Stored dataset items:
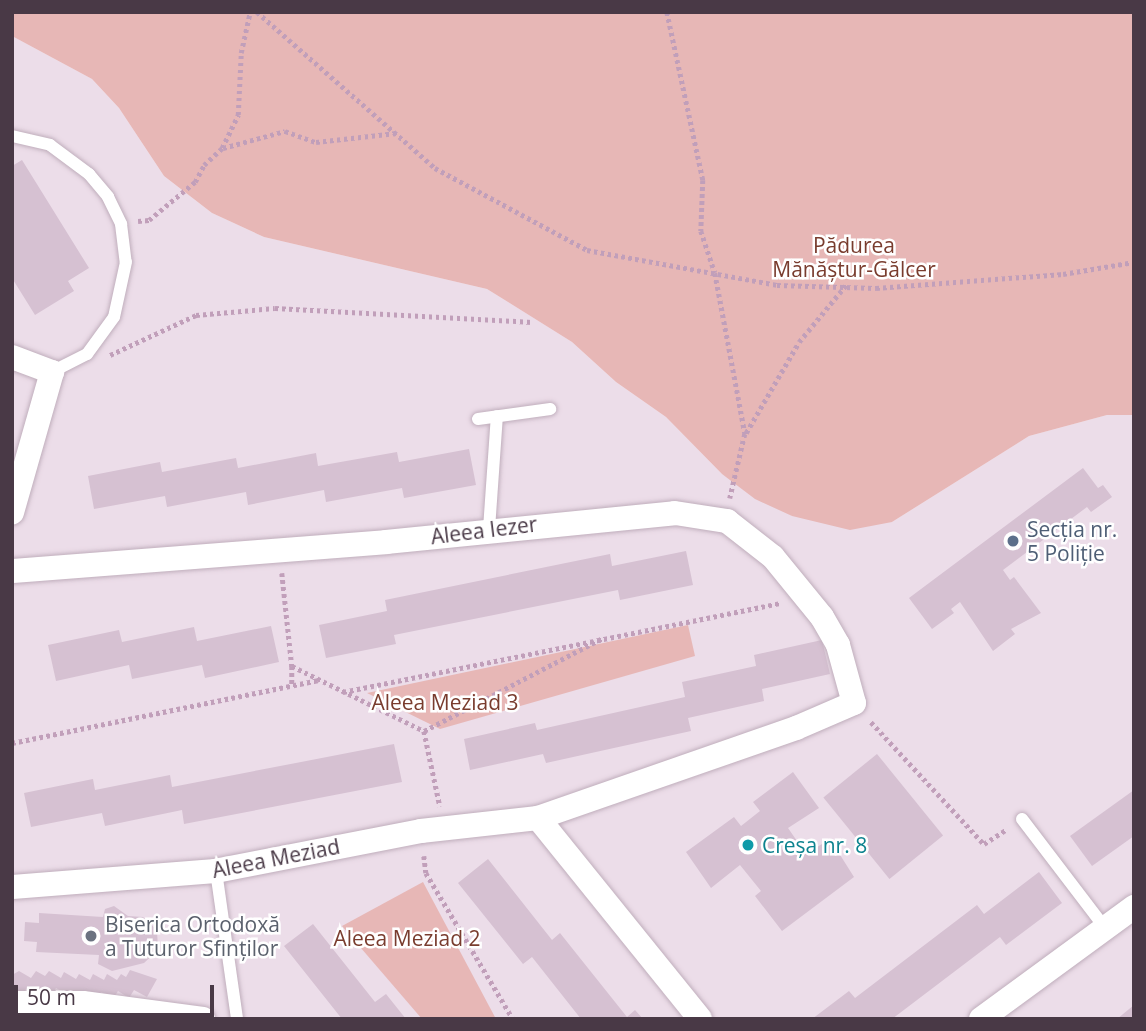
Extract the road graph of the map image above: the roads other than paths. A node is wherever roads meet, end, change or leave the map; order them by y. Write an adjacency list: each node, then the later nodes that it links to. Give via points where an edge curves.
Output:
1 (12, 136): 3 (lane, via 50,145 89,174 108,197 121,225 126,262 114,317 87,354)
2 (12, 357): 3 (street)
3 (52, 372): 7 (street)
4 (550, 409): 5 (lane)
5 (497, 416): 6 (lane); 8 (lane)
6 (478, 419)
7 (12, 512)
8 (489, 530): 9 (street, Aleea Iezer); 10 (street, Aleea Iezer, via 675,513 726,521 774,557 806,598 838,645)
9 (12, 571)
10 (854, 703): 11 (street, Aleea Meziad, via 796,728)
11 (538, 818): 13 (street, Aleea Meziad, via 433,829); 20 (street)
12 (1023, 819): 16 (lane)
13 (216, 871): 14 (street, Aleea Meziad); 19 (lane)
14 (12, 887)
15 (1134, 907): 16 (street)
16 (1105, 928): 21 (street)
17 (12, 1003): 18 (street, via 83,1003)
18 (203, 1019)
19 (237, 1019)
20 (700, 1019)
21 (981, 1019)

## [Problem details]
Write the lines above out again exactly, without any of their pictures.

## [Expected output]
Extract the road graph of the map image above: the roads other than paths. A node is wherever roads meet, end, change or leave the map; order them by y. Write an adjacency list: each node, then the later nodes that it links to. Give via points where an edge curves.
Output:
1 (12, 136): 3 (lane, via 50,145 89,174 108,197 121,225 126,262 114,317 87,354)
2 (12, 357): 3 (street)
3 (52, 372): 7 (street)
4 (550, 409): 5 (lane)
5 (497, 416): 6 (lane); 8 (lane)
6 (478, 419)
7 (12, 512)
8 (489, 530): 9 (street, Aleea Iezer); 10 (street, Aleea Iezer, via 675,513 726,521 774,557 806,598 838,645)
9 (12, 571)
10 (854, 703): 11 (street, Aleea Meziad, via 796,728)
11 (538, 818): 13 (street, Aleea Meziad, via 433,829); 20 (street)
12 (1023, 819): 16 (lane)
13 (216, 871): 14 (street, Aleea Meziad); 19 (lane)
14 (12, 887)
15 (1134, 907): 16 (street)
16 (1105, 928): 21 (street)
17 (12, 1003): 18 (street, via 83,1003)
18 (203, 1019)
19 (237, 1019)
20 (700, 1019)
21 (981, 1019)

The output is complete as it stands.